When a process fails or restarts, the Availability Management Framework (AMF) module sends a log with information on why and how the process died. There are 3 main categories of logs for process failures. 

Each category has a specific format that can be followed to parse different information from the log.

Each log entry uses this format:

Log entry format

<DATE> <TIME> <hostname> <processid> Blue Cedar: [LOGCLASS], SubCls:<XYZ>, EID:          X, Type:   <type>, Sev:<severity>, <log details>
TEXT

Each log can be parsed based on 3 items: the LOGCLASS, the SubCls, and the log-details. Each log-details field has a format specific to the category. To parse each log-details field correctly, please refer to the specifics of that category.

A process has died or was killed

When a process dies, AMF generates a log entry with these fields.

  • LOGCLASS: AMFAGENT
  • SubCls: 010
  • Log-details

Format of log-details from the generic log entry format at the top:

Log details example

Hard Error#012Component: <component>#012Reporting Process: <process>#012Attributes: <attributes>#012Description: <description>#012Details: <details>
TEXT

More info and examples are located below.

FieldDescription
​Component

​A string containing some internal information about the "component" (or process) which has died. Check "safComp" for the name of the process.

Example: 

safComp=aaa,safSu=SU_1,safSg=SG_MAG_NON_Redundant_1,safApp=Bluecedar_Gateway
TEXT
Reporting ProcessThe internal process which is reporting the failure. This can usually be ignored.
AttributesThe attributes of why the process died (usually due to a Linux signal).
DescriptionWhy the process died. This may also indicate the Linux signal number which caused the process to die.
DetailsA string containing the processName of the process which has died and information about the process IDs.


Example:

Nov  4 15:26:13 bluecedar-atlas journal: Blue Cedar: [AMFAGENT], SubCls:010, EID:          0, Type:   Fault, Sev:Critical, Hard Error#012Component: safComp=aaa,safSu=SU_1,safSg=SG_MAG_NON_Redundant_1,safApp=Bluecedar_Gateway#012Reporting Process: elemProgramMgr#012Attributes: type=SW,class=LINUX_SIGNAL,subclass=Terminated#012Description: Linux application died due to signal 15 (Terminated)#012Details: processName:aaa  spid:10071  pid:3013
CODE


To make the above example more clear, replace "#012" with a newline (\n):

Nov  4 15:26:13 bluecedar-atlas journal: Blue Cedar: [AMFAGENT], SubCls:010, EID:          0, Type:   Fault, Sev:Critical, Hard Error
Component: safComp=aaa,safSu=SU_1,safSg=SG_MAG_NON_Redundant_1,safApp=Bluecedar_Gateway
Reporting Process: elemProgramMgr
Attributes: type=SW,class=LINUX_SIGNAL,subclass=Terminated
Description: Linux application died due to signal 15 (Terminated)
Details: processName:aaa  spid:10071  pid:3013
CODE

AMF terminates a process

Each process responds to keepalive events sent by the AMF modules.
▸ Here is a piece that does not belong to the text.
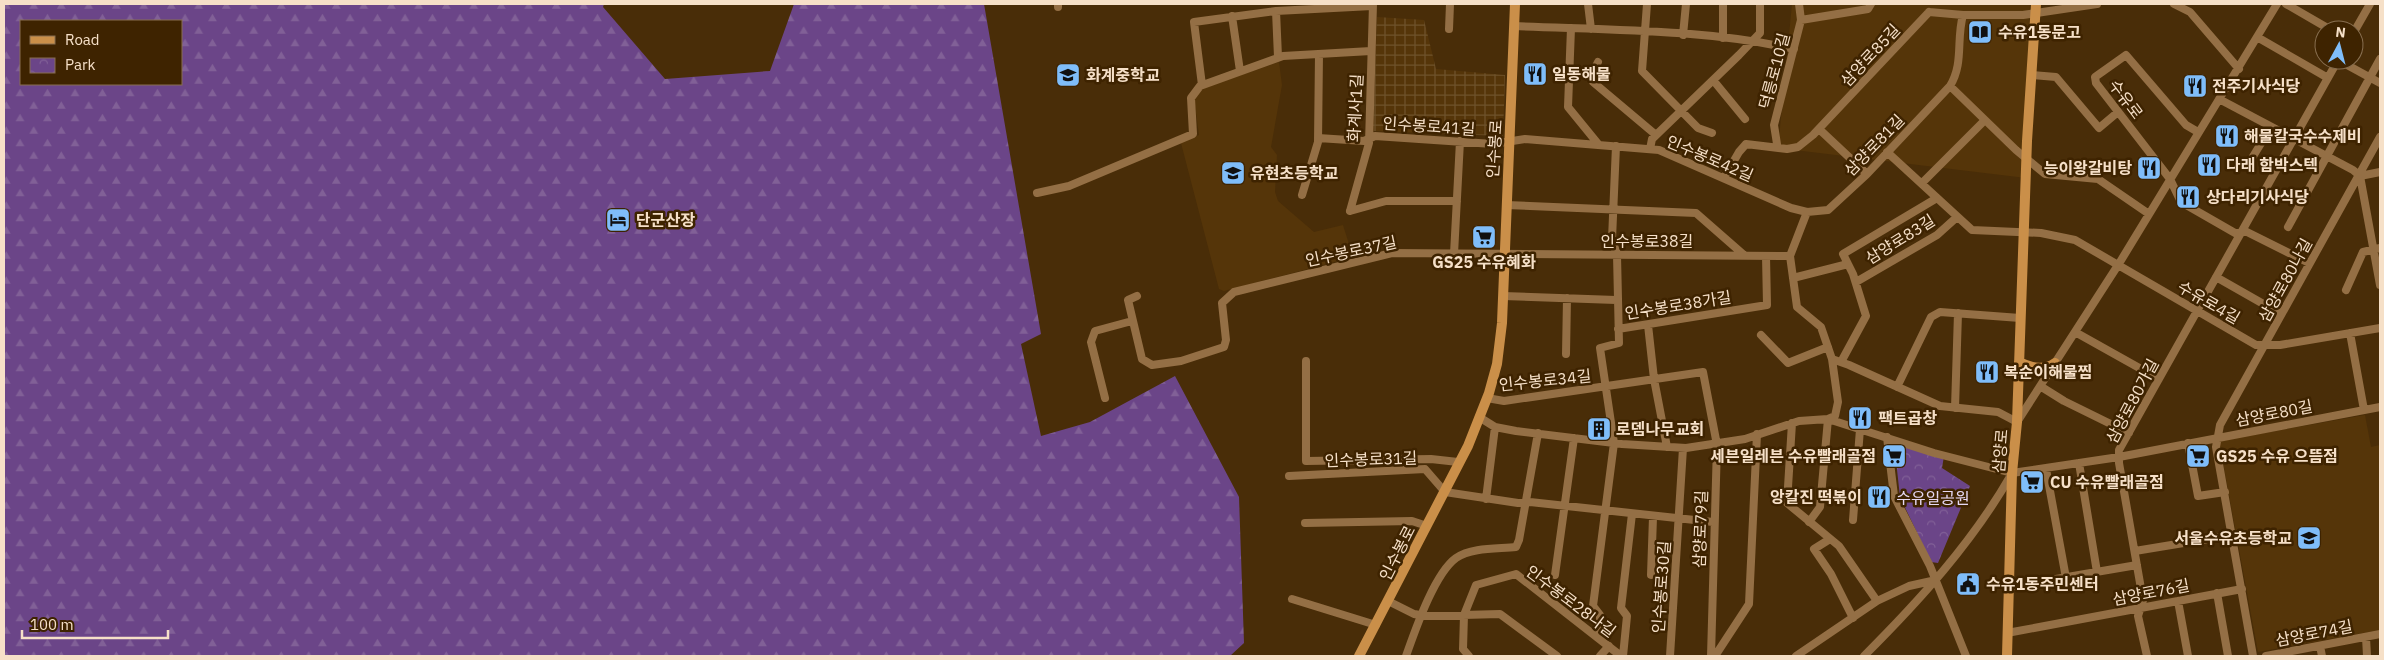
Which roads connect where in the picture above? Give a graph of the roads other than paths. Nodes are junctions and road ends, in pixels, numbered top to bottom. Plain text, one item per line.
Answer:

If a process becomes unresponsive, AMF restarts the process. The default keepalive policy states that a keepalive will be sent every 60 seconds and a process must reply within 5 minutes. This cannot be modified. When AMF restarts the process, the log entry includes these fields.

  • LOGCLASS: AMFAGENT
  • SubCls: 013
  • Log-details

Format of log-details from the generic log entry format at the top:

Log details examples

Healthcheck timeout for key <key>#012Component: <component>
TEXT


FieldDescription
Key​Internal Key ID. Usually MAG_Watchdog
Component

A string containing some internal information about the "component" (or process) which has died. Check "safComp" for the name of the process.

Example:

safComp=aaa,safSu=SU_1,safSg=SG_MAG_NON_Redundant_1,safApp=Bluecedar_Gateway
TEXT


Example:

Nov  4 16:01:28 bluecedar-atlas journal: Blue Cedar: [AMFAGENT], SubCls:013, EID:     0, Type:   Fault, Sev:Critical, Healthcheck timeout for key MAG_Watchdog#012Component: safComp=aaa,safSu=SU_1,safSg=SG_MAG_NON_Redundant_1,safApp=Bluecedar_Gateway
TEXT

To make the above example more clear, replace "#012" with a newline (\n):

Nov 4 16:01:28 bluecedar-atlas journal: Blue Cedar: [AMFAGENT], SubCls:013, EID: 0, Type: Fault, Sev:Critical, Healthcheck timeout for key MAG_Watchdog
Component: safComp=aaa,safSu=SU_1,safSg=SG_MAG_NON_Redundant_1,safApp=Bluecedar_Gateway
TEXT

A process is restarted too many times within the restart policy

The Connect Gateway has a default restart policy which keeps track of the number of times a process restarts within a period of time. This cannot be modified. The default policy says if a process restarts 3 times within 20 seconds, that process may not be started again. 

  • LOGCLASS: AMFAGENT
  • SubCls: 999
  • Log-details

Format of log-details from the generic log entry format at the top:

Log details example

CORE : Component <component> has restarted <number> times within component probation period of <period> ms, restart SU
TEXT
FieldDescription
Component

​A string containing some internal information about the "component" (or process) which has died. Check "safComp" for the name of the process.

Example:

safComp=aaa,safSu=SU_1,safSg=SG_MAG_NON_Redundant_1,safApp=Bluecedar_Gateway
TEXT
NumberThe default restart policy for the number of times a process can restart is 3. This cannot be modified.
PeriodThe default restart policy for the restart period is 20 seconds (20000 ms). This cannot be modified.


Example:

Nov  4 15:26:29 bluecedar-atlas journal: Blue Cedar: [AMFAGENT], SubCls:999, EID:          0, Type:  Config, Sev:Major, CORE : Component safComp=aaa,safSu=SU_1,safSg=SG_MAG_NON_Redundant_1,safApp=Bluecedar_Gateway has restarted 3 times within component probation period of 20000 ms, restart SU
TEXT